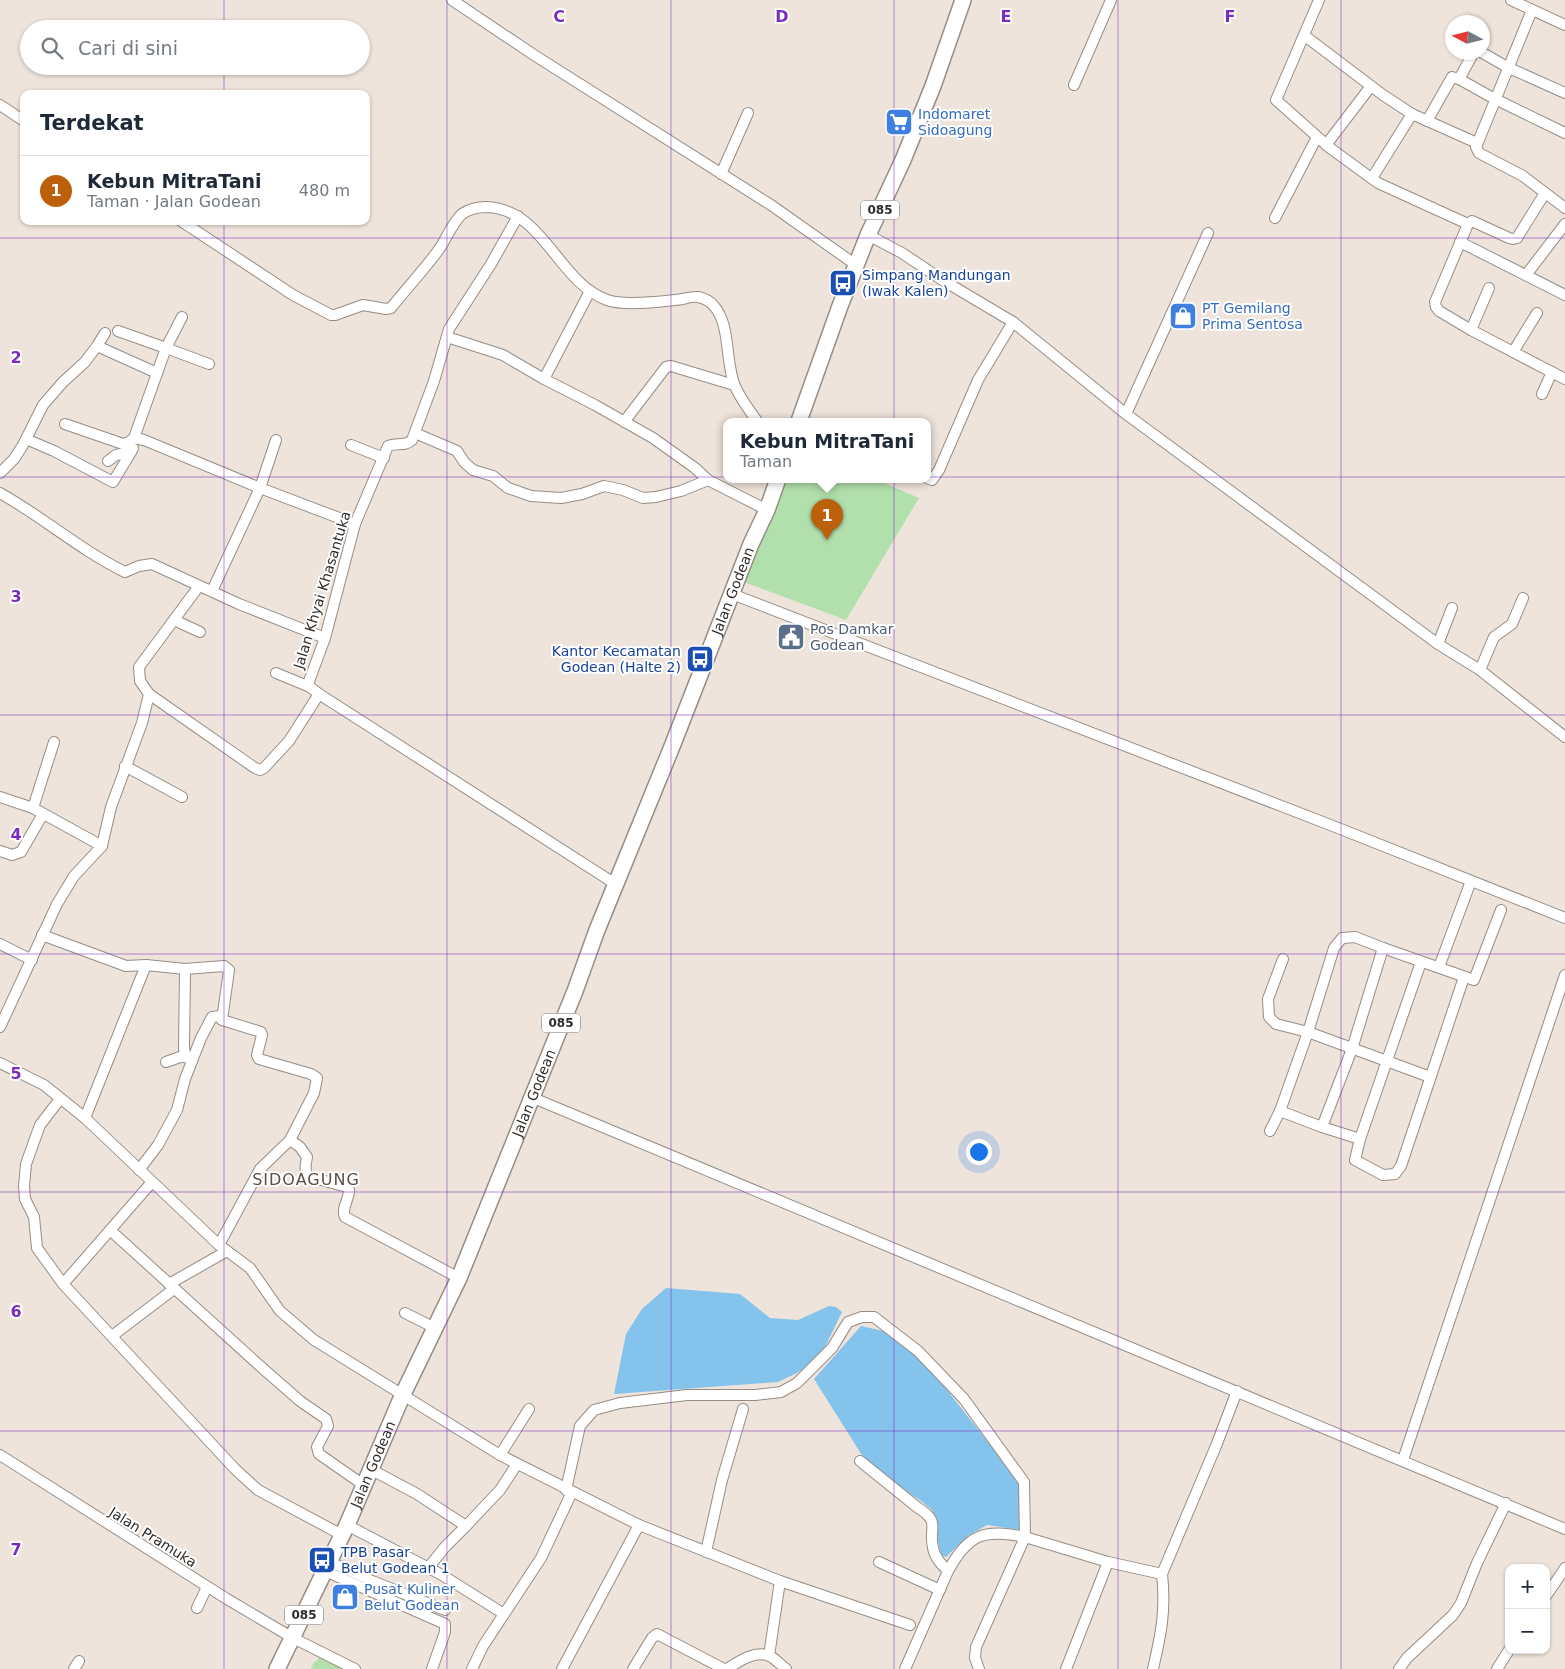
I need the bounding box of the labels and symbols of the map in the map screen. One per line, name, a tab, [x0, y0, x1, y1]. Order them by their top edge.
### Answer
text: C	[553, 7, 565, 26]
text: D	[775, 7, 789, 26]
text: E	[1001, 7, 1011, 26]
text: F	[1225, 7, 1235, 26]
north arrow	[1445, 15, 1490, 60]
place label: Indomaret Sidoagung	[918, 106, 992, 138]
supermarket icon: Indomaret Sidoagung	[884, 107, 914, 137]
road number: 085	[861, 200, 899, 220]
place label: Simpang Mandungan (Iwak Kalen)	[862, 267, 1011, 299]
bus stop icon: Simpang Mandungan (Iwak Kalen)	[828, 268, 858, 298]
place label: PT Gemilang Prima Sentosa	[1202, 300, 1303, 332]
shop icon: PT Gemilang Prima Sentosa	[1168, 301, 1198, 331]
text: 2	[10, 348, 22, 367]
pin: 1	[811, 499, 843, 540]
street label: Jalan Khyai Khasantuka	[290, 509, 354, 672]
street label: Jalan Godean	[708, 545, 757, 638]
text: 3	[10, 587, 22, 606]
place label: Pos Damkar Godean	[810, 621, 894, 653]
public building icon: Pos Damkar Godean	[776, 622, 806, 652]
place label: Kantor Kecamatan Godean (Halte 2)	[552, 643, 681, 675]
bus stop icon: Kantor Kecamatan Godean (Halte 2)	[685, 644, 715, 674]
text: 4	[10, 825, 22, 844]
road number: 085	[542, 1014, 580, 1032]
street label: Jalan Godean	[509, 1047, 559, 1140]
text: 5	[10, 1064, 22, 1083]
your location	[966, 1139, 992, 1165]
district label: SIDOAGUNG	[252, 1170, 360, 1189]
text: 6	[10, 1302, 22, 1321]
street label: Jalan Godean	[347, 1419, 399, 1511]
street label: Jalan Pramuka	[106, 1503, 200, 1570]
text: 7	[10, 1540, 22, 1559]
place label: TPB Pasar Belut Godean 1	[340, 1544, 450, 1576]
bus stop icon: TPB Pasar Belut Godean 1	[307, 1545, 337, 1575]
place label: Pusat Kuliner Belut Godean	[364, 1581, 459, 1613]
shop icon: Pusat Kuliner Belut Godean	[330, 1582, 360, 1612]
road number: 085	[285, 1606, 323, 1624]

## [YOUR GOAL]
Transcribe the data exactly and leave no picture in the copy.

## [ANSWER SECTION]
I need the bounding box of the labels and symbols of the map in the map screen. One per line, name, a tab, [x0, y0, x1, y1]. Order them by their top edge.
### Answer
text: C	[553, 7, 565, 26]
text: D	[775, 7, 789, 26]
text: E	[1001, 7, 1011, 26]
text: F	[1225, 7, 1235, 26]
north arrow	[1445, 15, 1490, 60]
place label: Indomaret Sidoagung	[918, 106, 992, 138]
supermarket icon: Indomaret Sidoagung	[884, 107, 914, 137]
road number: 085	[861, 200, 899, 220]
place label: Simpang Mandungan (Iwak Kalen)	[862, 267, 1011, 299]
bus stop icon: Simpang Mandungan (Iwak Kalen)	[828, 268, 858, 298]
place label: PT Gemilang Prima Sentosa	[1202, 300, 1303, 332]
shop icon: PT Gemilang Prima Sentosa	[1168, 301, 1198, 331]
text: 2	[10, 348, 22, 367]
pin: 1	[811, 499, 843, 540]
street label: Jalan Khyai Khasantuka	[290, 509, 354, 672]
street label: Jalan Godean	[708, 545, 757, 638]
text: 3	[10, 587, 22, 606]
place label: Pos Damkar Godean	[810, 621, 894, 653]
public building icon: Pos Damkar Godean	[776, 622, 806, 652]
place label: Kantor Kecamatan Godean (Halte 2)	[552, 643, 681, 675]
bus stop icon: Kantor Kecamatan Godean (Halte 2)	[685, 644, 715, 674]
text: 4	[10, 825, 22, 844]
road number: 085	[542, 1014, 580, 1032]
street label: Jalan Godean	[509, 1047, 559, 1140]
text: 5	[10, 1064, 22, 1083]
your location	[966, 1139, 992, 1165]
district label: SIDOAGUNG	[252, 1170, 360, 1189]
text: 6	[10, 1302, 22, 1321]
street label: Jalan Godean	[347, 1419, 399, 1511]
street label: Jalan Pramuka	[106, 1503, 200, 1570]
text: 7	[10, 1540, 22, 1559]
place label: TPB Pasar Belut Godean 1	[340, 1544, 450, 1576]
bus stop icon: TPB Pasar Belut Godean 1	[307, 1545, 337, 1575]
place label: Pusat Kuliner Belut Godean	[364, 1581, 459, 1613]
shop icon: Pusat Kuliner Belut Godean	[330, 1582, 360, 1612]
road number: 085	[285, 1606, 323, 1624]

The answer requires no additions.